EMDR Nedir?
Yazar Ayza Sekizkardeş • Psikolog • 15 Haziran 2020 • Yorumlar:
EMDR (Eye Movement Desensitization and Reprocessing), Göz Hareketleri ile Duyarsızlaştırma ve Yeniden İşlemleme olarak Türkçeye çevrilen, etkililiği bilimsel araştırmalarla kanıtlanmış bir terapi tekniğidir. Başta psikolojik travmanın tedavisi için geliştirilmiş olsa da sonrasında yapılan araştırmalarla pek çok stres yaratan durumun tedavisinde etkililiği bulunmuştur. Kaza, afet, taciz, yas, kaygı bozuklukları, stres yaratan durumlar, panik atağı, öfke problemi, bağımlılık, obsesyon ve kompülsiyon, depresyon, özgüven eksikliği, migren, fibromiyalji gibi durumlarda kullanılan çok geniş bir tedavi skalası vardır.
EMDR neyi amaçlamaktadır?
EMDR beyni çift yönlü uyararak, kişiyi yaşanan olumsuz olaya karşı duyarsızlaştırmanın yanında o anıyı ve o anının tetiklediği durumların sebebi olan anı ağlarını dönüştürmeyi amaçlamaktadır.
EMDR geçmiş, şimdi ve gelecek üzerinde çalışır. Geçmişteki anılarımızın günümüzde bizi nasıl etkilediğini ve gelecekte nasıl etkileyebileceğini araştırır. Bugünümüzü etkileyen olumsuz durumların geçmişteki izlerini bulmak ve bunlar üzerinde çalışmak önemlidir. Çünkü olumsuz anı ağları bugün sahip olduğumuz inançlar, tutumlar, algılar ve davranışlarımızın temelini oluşturur.
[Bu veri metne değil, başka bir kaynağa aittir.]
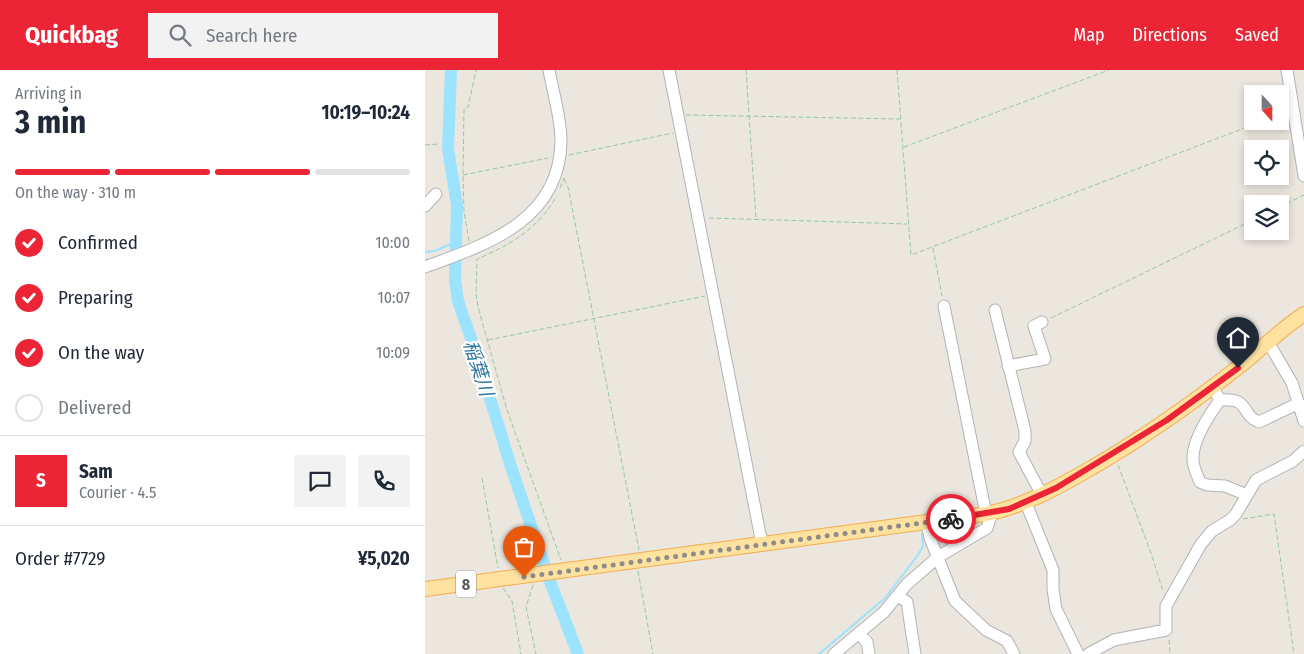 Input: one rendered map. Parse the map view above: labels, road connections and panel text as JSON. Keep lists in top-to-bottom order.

Geçmiş ve şimdiyi çalıştıktan sonra geleceğe yönelik beceri geliştirmek de terapinin amaçlarındandır.
Özetle EMDR kişinin olumsuz etkilendiği anılar, inançlar, duygular, düşünceler ve bedensel semptomlara karşı kişiyi duyarsızlaştırıp bunları yeniden işlemleyerek, kişinin ihtiyacı olan işlevsel inançları yerleştirmeyi hedefler.
EMDR nasıl etkili oluyor?
EMDR’nin nasıl işe yaradığını ve genel olarak deneyimlerimizin bizi nasıl etkilediğini anlamak için kısaca beynin nasıl çalıştığından bahsetmenin faydalı olacağını düşünüyorum.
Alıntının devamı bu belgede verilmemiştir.